Bettors were also favoring Bernie Sanders to win the Democratic nomination, according to predictions on February 10. To see the latest results, which can frequently change, visit PredictIt’s page here. (On February 3, Sanders’ odds were 45 cents per share and Biden’s were down to 26 cents. On February 10, Sanders’ odds were at 47 cents and Bloomberg had jumped to second at 29 cents, followed by Buttigieg at 13 cents.) But as far as the U.S. election itself, President Donald Trump is still favored in betting odds. It will be interesting to see if that changes in the coming months.

The night before the New Hampshire primary, Sanders had the biggest rally of any Democratic candidate in New Hampshire. There were 7,500 people at the event on February 10. At the beginning of his rally, Sanders said: “In case you haven’t noticed, there are a lot of people here tonight — in fact, three times more than in any other Democratic rally in New Hampshire.”
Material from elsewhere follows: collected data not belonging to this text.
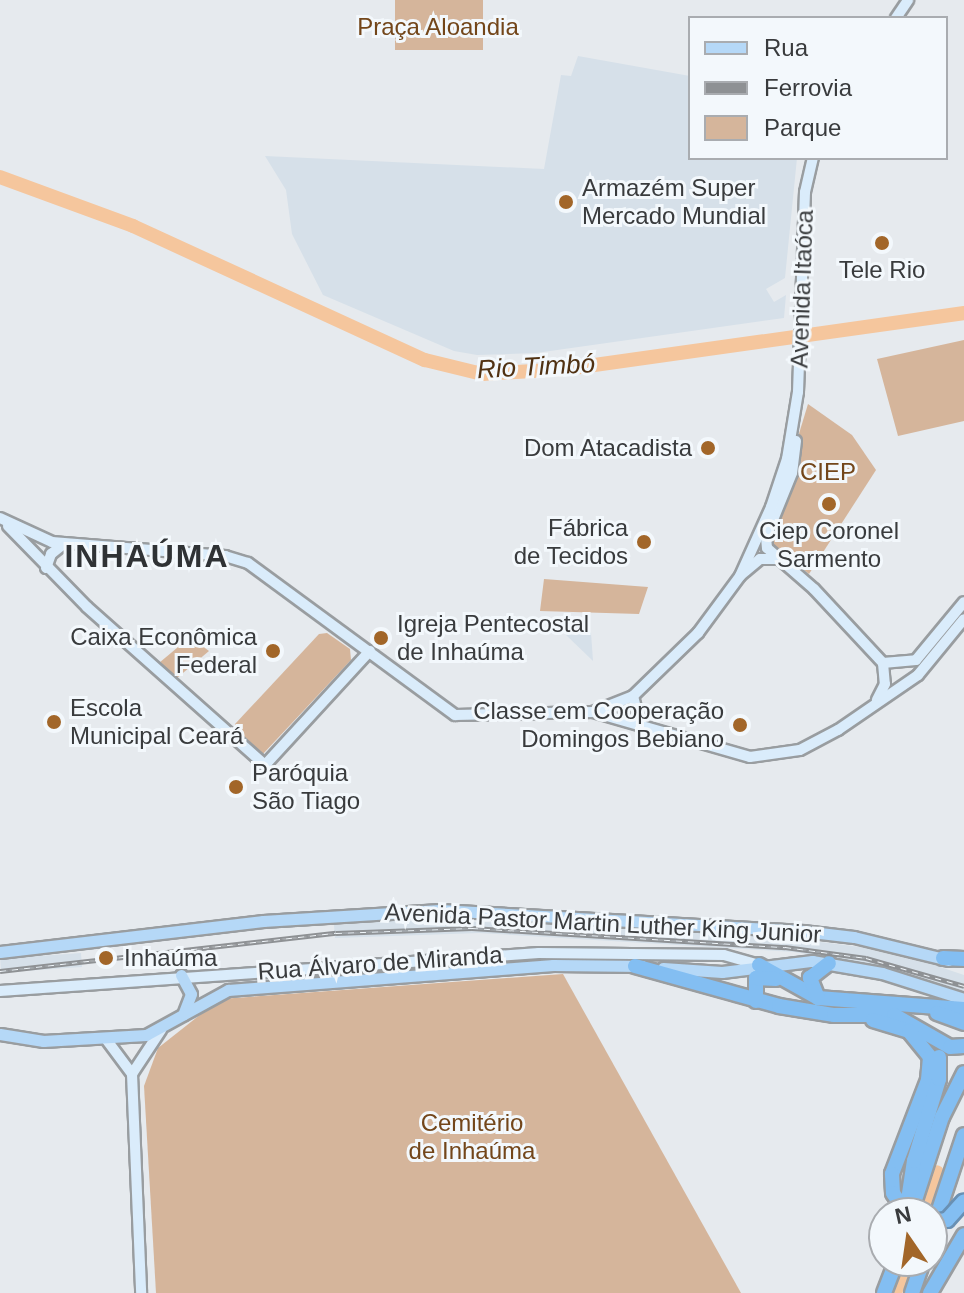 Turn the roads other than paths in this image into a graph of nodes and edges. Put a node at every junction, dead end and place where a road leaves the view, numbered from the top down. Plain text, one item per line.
1 (813, 160) edge
2 (794, 420) junction
3 (0, 519) edge
4 (64, 544) junction
5 (776, 559) junction
6 (46, 568) junction
7 (740, 576) junction
8 (964, 602) edge
9 (964, 619) edge
10 (370, 651) junction
11 (883, 663) junction
12 (633, 696) junction
13 (873, 705) junction
14 (593, 712) junction
15 (640, 724) junction
16 (0, 952) edge
17 (943, 958) junction
18 (964, 959) edge
19 (829, 963) junction
20 (759, 965) junction
21 (964, 965) edge
22 (635, 966) junction
23 (181, 975) junction
24 (784, 981) junction
25 (0, 991) edge
26 (818, 998) junction
27 (964, 999) edge
28 (756, 1001) junction
29 (890, 1003) junction
30 (964, 1009) edge
31 (183, 1015) junction
32 (851, 1016) junction
33 (964, 1023) edge
34 (925, 1028) junction
35 (161, 1030) junction
36 (0, 1034) edge
37 (106, 1039) junction
38 (964, 1046) edge
39 (964, 1073) edge
40 (132, 1074) junction
41 (964, 1135) edge
42 (899, 1197) edge
43 (910, 1197) edge
44 (913, 1197) edge
45 (943, 1197) edge
46 (964, 1201) edge
47 (948, 1217) edge
48 (964, 1235) edge
49 (141, 1293) edge
50 (930, 1293) edge

1 - 2 main road, Avenida Itaóca
2 - 5 main road, Avenida Itaóca
2 - 7 main road, Avenida Itaóca
3 - 4 main road
3 - 6 main road
4 - 6 main road
4 - 10 main road
5 - 7 main road
5 - 11 main road
6 - 10 main road
7 - 12 main road, Avenida Itaóca
8 - 11 main road
9 - 13 main road
10 - 14 main road
11 - 13 main road
12 - 14 main road, Avenida Itaóca
12 - 15 main road
13 - 15 main road
14 - 15 main road
16 - 17 main road, Avenida Pastor Martin Luther King Junior
17 - 18 highway
17 - 21 main road, Avenida Pastor Martin Luther King Junior
19 - 20 main road, Avenida Pastor Martin Luther King Junior
19 - 26 highway
19 - 27 main road, Avenida Pastor Martin Luther King Junior
20 - 22 main road, Avenida Pastor Martin Luther King Junior
20 - 23 main road, Rua Álvaro de Miranda
20 - 24 highway
22 - 28 highway
22 - 31 main road, Avenida Pastor Martin Luther King Junior
23 - 25 main road, Rua Álvaro de Miranda
23 - 31 main road
24 - 26 highway
24 - 28 highway
26 - 29 highway
28 - 32 highway
29 - 30 highway
29 - 33 highway
31 - 35 main road, Avenida Pastor Martin Luther King Junior
32 - 34 highway
32 - 42 highway
34 - 38 highway
34 - 43 highway
35 - 37 main road, Avenida Pastor Martin Luther King Junior
35 - 40 main road
36 - 37 main road, Avenida Pastor Martin Luther King Junior
37 - 40 main road
39 - 44 highway
40 - 49 main road
41 - 45 highway
46 - 47 highway, bridge
48 - 50 highway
Unlike a caucus, a primary works like any other election, where people vote at their polling locations during a specified time period. Most New Hampshire polls closed at 7 p.m. but some stayed open until 8 p.m. Eastern.

The New Hampshire Democratic Party did not oversee this election, like the Iowa Democratic Party oversaw the Iowa Caucus. Rather, the Secretary of State oversaw the election in New Hampshire.

In New Hampshire, 24 pledged delegates are at stake. The state has a total of 33 delegates. The 24 delegates are pledged based on the voting results in the primary, as long as a candidate gets at least 15 percent of the vote. The other nine are essentially superdelegates. They include five DNC members and four Congress members (two Senators and two Republicans). This year, superdelegates don’t vote in the Democratic National Convention until the second ballot.

The Democratic National Convention will take place July 13-16. According to Ballotpedia, there will be 4,750 delegates total, including 3,979 pledged and 771 automatic (more commonly known as superdelegates.) In order to not have a contested convention, a candidate needs 1,991 pledged delegates on the first ballot. (Superdelegates aren’t allowed to vote on the first ballot.) If no candidate gets this majority of pledged delegates, then a second ballot (or more) will take place and both pledged and automatic delegates can vote this time. From then on, a candidate needs the majority of all delegates to win, which is more than 2,375 votes.

New Hampshire is not a winner-take-all state. Delegates are divided proportionally to candidates who get at least 15 percent of the vote.